I smiled and sat up again so I could lean toward him and run my fingers through his hair. He closed his eyes. “What happened?” I asked him.
He opened his eyes and looked at me quizzically. “Happened?”
“You and I have known each other a long time, but suddenly this.”
He started to shrug and then stopped. “You changed,” he said.
“What? I changed? Why? How?”
“Or I should say I changed.”
“To what? From what?”
“From being frivolous to being . . . older, more serious. And when that happened to me, I wasn’t just drawn to you by your good looks. You seemed to be there already. It was like you would understand,” he said. I waited for him to say more, but he just shook his head. “I guess I’m not making any sense.”
“You are. And I’m glad,” I said.
He sat up, turned, and kissed me, softly but long. I lay back, and he sprawled beside me. We kissed again. His lips were on my hair, my eyes, my cheeks, down to my neck.
I was kissing him, too, each kiss a little longer, a little more demanding.
“Kristin,” he whispered. I was sure he could see the yes in my eyes, the yes that was echoing through every part of me.
Was I ready? Was it my time? I wondered. Could I feel this special with any other boy? Should I “cross the Rio Grande”? The resistance that was in me, which came from fear and from an uncertainty about what was right and what was wrong when you were with someone for whom you felt deep affection, was weakening. Perhaps he sensed that. He was moving quickly, finding his way under my clothes, touching me as if he were pushing invisible buttons on my body, softening it, molding it. My breathing quickened. I felt captured, but willingly. It was going to happen.

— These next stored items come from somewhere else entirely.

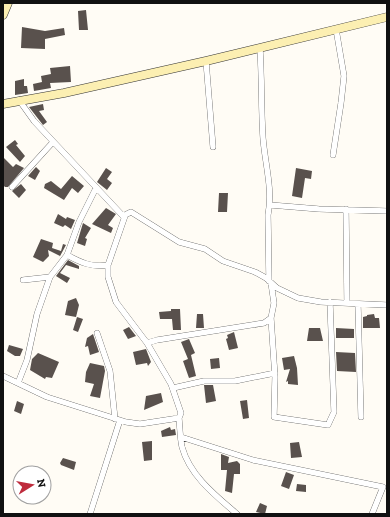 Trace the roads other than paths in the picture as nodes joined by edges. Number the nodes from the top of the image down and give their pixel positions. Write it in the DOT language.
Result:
graph roads {
  1 [pos="8,3"];
  2 [pos="3,15"];
  3 [pos="387,17"];
  4 [pos="336,29"];
  5 [pos="260,49"];
  6 [pos="206,61"];
  7 [pos="19,100"];
  8 [pos="3,104"];
  9 [pos="53,142"];
  10 [pos="214,147"];
  11 [pos="332,155"];
  12 [pos="12,187"];
  13 [pos="96,188"];
  14 [pos="270,205"];
  15 [pos="346,209"];
  16 [pos="387,211"];
  17 [pos="125,216"];
  18 [pos="67,255"];
  19 [pos="108,265"];
  20 [pos="50,277"];
  21 [pos="23,280"];
  22 [pos="270,282"];
  23 [pos="330,302"];
  24 [pos="347,303"];
  25 [pos="358,304"];
  26 [pos="387,305"];
  27 [pos="272,318"];
  28 [pos="97,333"];
  29 [pos="147,343"];
  30 [pos="275,373"];
  31 [pos="3,376"];
  32 [pos="18,383"];
  33 [pos="173,388"];
  34 [pos="362,417"];
  35 [pos="179,418"];
  36 [pos="118,420"];
  37 [pos="181,437"];
  38 [pos="90,514"];
  39 [pos="237,514"];
  40 [pos="372,514"];
  1 -- 2 [label="street"];
  3 -- 4 [label="street"];
  4 -- 5 [label="street"];
  4 -- 11 [label="street"];
  5 -- 6 [label="street"];
  5 -- 14 [label="street"];
  6 -- 7 [label="street"];
  6 -- 10 [label="street"];
  7 -- 8 [label="street"];
  7 -- 9 [label="street"];
  9 -- 12 [label="street"];
  9 -- 13 [label="street"];
  13 -- 17 [label="street"];
  13 -- 18 [label="street"];
  14 -- 15 [label="street"];
  14 -- 22 [label="street"];
  15 -- 16 [label="street"];
  15 -- 24 [label="street"];
  17 -- 19 [label="street"];
  17 -- 22 [label="street"];
  18 -- 19 [label="street"];
  18 -- 20 [label="street"];
  19 -- 29 [label="street"];
  20 -- 21 [label="street"];
  20 -- 32 [label="street"];
  22 -- 23 [label="street"];
  22 -- 27 [label="street"];
  23 -- 24 [label="street"];
  23 -- 30 [label="street"];
  24 -- 25 [label="street"];
  25 -- 26 [label="street"];
  25 -- 34 [label="street"];
  27 -- 29 [label="street"];
  27 -- 30 [label="street"];
  28 -- 36 [label="street"];
  29 -- 33 [label="street"];
  30 -- 33 [label="street"];
  31 -- 32 [label="street"];
  32 -- 36 [label="street"];
  33 -- 35 [label="street"];
  35 -- 36 [label="street"];
  35 -- 37 [label="street"];
  36 -- 38 [label="street"];
  37 -- 39 [label="street"];
  37 -- 40 [label="street"];
}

I knew it, and I didn’t resist, which only drove him to be more intense.
“I want you,” he said. “So much.”
Were those the magic words, the keys to the kingdom?
“Don’t you want me, too?”
The yes in my body reached my lips, but just before I was going to utter it, I imagined I saw a teenage boy standing just a few feet away, looking down at us with an almost scientific detachment.
Christopher, I thought, would look at us this way, and my body tightened when the boy didn’t avert his glance or even smile.
“I want to. I do, but I’m not ready yet,” I whispered. “Please understand.”
He paused, and I supposed the way I was looking past us caught his interest and attention. He turned fearfully, wondering if someone was there, perhaps even my father. I could feel the passion recede like an outgoing tide. He sat back, brushed back his hair, and took a breath. “I don’t know if I can keep myself from being any different when I’m with you, Kristin,” he said.
“That’s not a bad thing,” I whispered. “If we give it time.”
He nodded and smiled. “Well, no harm done,” he said, working on as quick a recovery as he could make. “It’s made me ravenous in another way. I’m starving.” He turned on his iPod and Bluetooth speaker. He looked in the direction I had been looking again. “Did you see something that frightened you?”
“No,” I said quickly, sat up, and began to unwrap our sandwiches.
“Thought you might have seen one of those famous Dollanganger ghosts,” he joked.
I looked at him. “What if I did? Would you want us to leave?”
“Not if you weren’t afraid,” he replied. “Whatever you wanted to do, I would do,” he added.
Would he? Did passion and affection bring trust along? I wondered. Was I willing to risk it to find out? He saw how deeply I was thinking.
“What?”
I looked up at him. Not yet, I told myself. It wasn’t just me.
It was Christopher, too, that I was risking.